“Social VAT” is not the solution for greater competitiveness or for providing increased financing of French Social Security
Paris, December 19, 2007 – While the Economic and Social Council has just qualified « social VAT » as “inflationary” in a draft opinion to be voted today, a new study from the Institut économique Molinari emphases that this new tax measure does not hold the key to the future financing of social protection in France.
For the current government, the social VAT offers also the hope of improving France’s competitiveness by relying on consumption to carry a heavier share of compulsory levies. As indicated by the new study from the Institut économique Molinari, this position is based on a number of erroneous ideas and fails to take account of the VAT’s drawbacks.
Social VAT: a tax on income
The most blatant error on which the “social VAT” project is based has to do with the very nature of the VAT. It should be noted that the notion of consumption in the VAT context at most merely indicates the time when the tax is paid. The tax’s inherent effects in the end always relate to an exchange between income and a good or service. The VAT thus ends up hitting income just like any other tax.
In areas of the economy where labour plays a dominant role, precises the study, the VAT actually amounts to a particularly punitive tax on wages, given that the value added comes almost exclusively from labour.
And since areas of the economy typified by low wages are generally labourintensive, the VAT, by directly raising labour costs, hits especially hard at job opportunities for the least qualified persons.
Social VAT penalises business
In the real world, apart from the economic difficulty of transferring the VAT to customers in competitive markets, many intermediary companies face, sometimes, a final VAT load. In addition, detailed formal requirements often result in tax retrievals that can no longer be recovered from customers. By the way, companies selling products excluded from the VAT cannot put in a claim for the VAT paid on their purchases. The result is that VAT is then a hidden, but not less real, tax on business investments.
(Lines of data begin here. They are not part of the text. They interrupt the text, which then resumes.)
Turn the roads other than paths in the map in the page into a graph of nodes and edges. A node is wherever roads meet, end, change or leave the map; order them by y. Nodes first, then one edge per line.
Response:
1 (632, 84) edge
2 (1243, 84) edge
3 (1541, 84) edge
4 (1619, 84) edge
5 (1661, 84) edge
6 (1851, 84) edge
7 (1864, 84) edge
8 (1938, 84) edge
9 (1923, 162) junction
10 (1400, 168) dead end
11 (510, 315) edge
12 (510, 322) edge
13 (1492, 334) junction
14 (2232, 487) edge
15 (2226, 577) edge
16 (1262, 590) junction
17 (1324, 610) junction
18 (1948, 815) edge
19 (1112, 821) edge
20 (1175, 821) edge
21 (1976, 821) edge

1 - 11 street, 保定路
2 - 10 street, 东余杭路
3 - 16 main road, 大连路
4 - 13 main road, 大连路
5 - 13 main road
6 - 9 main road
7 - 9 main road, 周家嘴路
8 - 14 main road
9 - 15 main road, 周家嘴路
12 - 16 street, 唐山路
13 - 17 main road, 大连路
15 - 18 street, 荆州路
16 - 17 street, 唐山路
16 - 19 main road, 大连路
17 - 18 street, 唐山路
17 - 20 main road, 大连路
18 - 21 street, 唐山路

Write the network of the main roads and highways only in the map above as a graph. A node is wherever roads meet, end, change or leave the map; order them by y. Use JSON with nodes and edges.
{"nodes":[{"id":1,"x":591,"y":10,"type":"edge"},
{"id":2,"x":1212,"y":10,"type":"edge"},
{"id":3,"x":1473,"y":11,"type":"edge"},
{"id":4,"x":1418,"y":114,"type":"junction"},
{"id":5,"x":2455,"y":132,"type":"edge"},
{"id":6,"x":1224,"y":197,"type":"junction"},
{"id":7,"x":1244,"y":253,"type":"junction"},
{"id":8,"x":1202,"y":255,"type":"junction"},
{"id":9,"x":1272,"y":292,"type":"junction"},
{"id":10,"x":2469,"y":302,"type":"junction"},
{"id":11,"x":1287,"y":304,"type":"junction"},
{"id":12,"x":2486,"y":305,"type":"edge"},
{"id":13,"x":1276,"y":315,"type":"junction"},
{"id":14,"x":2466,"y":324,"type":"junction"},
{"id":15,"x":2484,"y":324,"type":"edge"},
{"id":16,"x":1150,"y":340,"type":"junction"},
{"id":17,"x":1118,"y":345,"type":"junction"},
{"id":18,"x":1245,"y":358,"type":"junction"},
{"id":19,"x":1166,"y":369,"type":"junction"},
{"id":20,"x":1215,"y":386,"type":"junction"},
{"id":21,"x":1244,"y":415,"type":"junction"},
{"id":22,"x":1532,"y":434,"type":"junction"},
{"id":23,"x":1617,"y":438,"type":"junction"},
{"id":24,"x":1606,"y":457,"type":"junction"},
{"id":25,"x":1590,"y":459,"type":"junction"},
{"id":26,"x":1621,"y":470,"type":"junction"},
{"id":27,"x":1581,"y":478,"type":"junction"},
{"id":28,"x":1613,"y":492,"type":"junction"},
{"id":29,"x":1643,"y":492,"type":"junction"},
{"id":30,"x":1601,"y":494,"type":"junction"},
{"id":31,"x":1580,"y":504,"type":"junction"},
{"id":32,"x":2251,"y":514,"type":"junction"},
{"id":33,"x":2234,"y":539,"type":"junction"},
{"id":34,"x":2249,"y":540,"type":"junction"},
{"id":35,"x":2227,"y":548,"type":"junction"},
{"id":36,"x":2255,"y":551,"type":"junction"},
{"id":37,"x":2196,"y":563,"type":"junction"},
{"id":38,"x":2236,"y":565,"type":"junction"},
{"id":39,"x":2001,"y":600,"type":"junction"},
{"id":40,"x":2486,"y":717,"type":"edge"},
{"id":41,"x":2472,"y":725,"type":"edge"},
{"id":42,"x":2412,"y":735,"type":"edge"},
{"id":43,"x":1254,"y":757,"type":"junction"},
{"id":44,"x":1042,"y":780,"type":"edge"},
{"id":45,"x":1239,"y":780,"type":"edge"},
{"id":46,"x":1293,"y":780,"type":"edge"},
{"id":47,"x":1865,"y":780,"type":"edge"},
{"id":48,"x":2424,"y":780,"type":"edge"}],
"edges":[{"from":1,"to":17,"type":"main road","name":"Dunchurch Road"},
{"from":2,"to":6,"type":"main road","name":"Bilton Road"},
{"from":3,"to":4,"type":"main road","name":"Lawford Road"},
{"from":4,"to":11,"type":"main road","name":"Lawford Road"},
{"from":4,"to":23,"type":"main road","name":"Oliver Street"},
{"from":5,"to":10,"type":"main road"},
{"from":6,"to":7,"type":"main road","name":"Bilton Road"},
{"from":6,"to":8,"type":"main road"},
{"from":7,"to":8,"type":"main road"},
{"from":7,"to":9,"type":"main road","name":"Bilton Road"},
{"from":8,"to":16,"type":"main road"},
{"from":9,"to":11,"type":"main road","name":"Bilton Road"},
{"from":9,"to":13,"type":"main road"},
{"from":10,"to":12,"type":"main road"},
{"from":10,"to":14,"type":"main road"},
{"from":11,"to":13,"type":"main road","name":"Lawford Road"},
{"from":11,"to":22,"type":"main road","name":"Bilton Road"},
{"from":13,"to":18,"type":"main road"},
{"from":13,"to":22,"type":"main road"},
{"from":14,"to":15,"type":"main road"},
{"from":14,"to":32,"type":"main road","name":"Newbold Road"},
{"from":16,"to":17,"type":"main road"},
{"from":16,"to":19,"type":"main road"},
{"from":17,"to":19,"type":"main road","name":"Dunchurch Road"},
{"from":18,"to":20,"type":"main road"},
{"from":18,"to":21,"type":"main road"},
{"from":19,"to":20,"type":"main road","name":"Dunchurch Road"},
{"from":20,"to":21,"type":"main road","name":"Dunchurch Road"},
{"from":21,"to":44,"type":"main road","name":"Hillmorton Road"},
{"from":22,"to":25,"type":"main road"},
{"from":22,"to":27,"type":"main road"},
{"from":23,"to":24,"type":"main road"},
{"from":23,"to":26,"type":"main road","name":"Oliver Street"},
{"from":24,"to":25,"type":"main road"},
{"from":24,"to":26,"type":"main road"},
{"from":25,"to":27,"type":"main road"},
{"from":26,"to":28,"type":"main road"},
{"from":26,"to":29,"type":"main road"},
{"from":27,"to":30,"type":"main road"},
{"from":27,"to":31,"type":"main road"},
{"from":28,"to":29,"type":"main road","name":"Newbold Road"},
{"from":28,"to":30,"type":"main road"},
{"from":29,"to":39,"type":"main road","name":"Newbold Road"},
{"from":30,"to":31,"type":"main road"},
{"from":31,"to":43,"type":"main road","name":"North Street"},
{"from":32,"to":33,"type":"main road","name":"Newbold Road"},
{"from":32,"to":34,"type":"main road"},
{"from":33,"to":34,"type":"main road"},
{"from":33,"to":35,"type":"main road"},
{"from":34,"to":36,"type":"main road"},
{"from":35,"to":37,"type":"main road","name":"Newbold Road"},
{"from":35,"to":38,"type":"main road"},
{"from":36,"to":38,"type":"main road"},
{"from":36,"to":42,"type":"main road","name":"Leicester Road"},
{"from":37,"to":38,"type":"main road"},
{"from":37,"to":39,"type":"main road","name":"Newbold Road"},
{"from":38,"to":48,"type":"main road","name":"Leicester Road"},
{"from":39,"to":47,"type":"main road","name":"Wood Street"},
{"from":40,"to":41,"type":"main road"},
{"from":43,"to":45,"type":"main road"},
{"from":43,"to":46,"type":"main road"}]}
It is often suggested that it would be easy to export the tax load abroad by hitting imports with the VAT. This is not so simple: French importers or their customers, namely consumers living in France, would face higher costs or prices. The “social VAT,” rather than improve competitiveness, would be entirely counter-productive for France.
The VAT: a bureaucratic albatross
Each industrial firm, whether a manufacturer, a wholesalers or a retailer, has to pay a tax on the value it added to the product, i.e. the VAT, with deduction of the VAT paid on its purchases. In this way, the VAT converts every firm into an implicit tax agent, obliging it to support the cost to recover it.
Given the complexity of this tax, it is not surprising that it has given birth to considerable tax evasion. In Germany for example a rise in VAT from 16% to 19% in early 2007 would be accompanied by an estimated increase in the underground economy by several billion euros, reaching almost 15% of GDP!
To favour French competitiveness, along with jobs and investment, it would be better to reduce tax pressures. With a view to greater prosperity, it is on this essential point that the government should move ahead quickly, concludes IEM study.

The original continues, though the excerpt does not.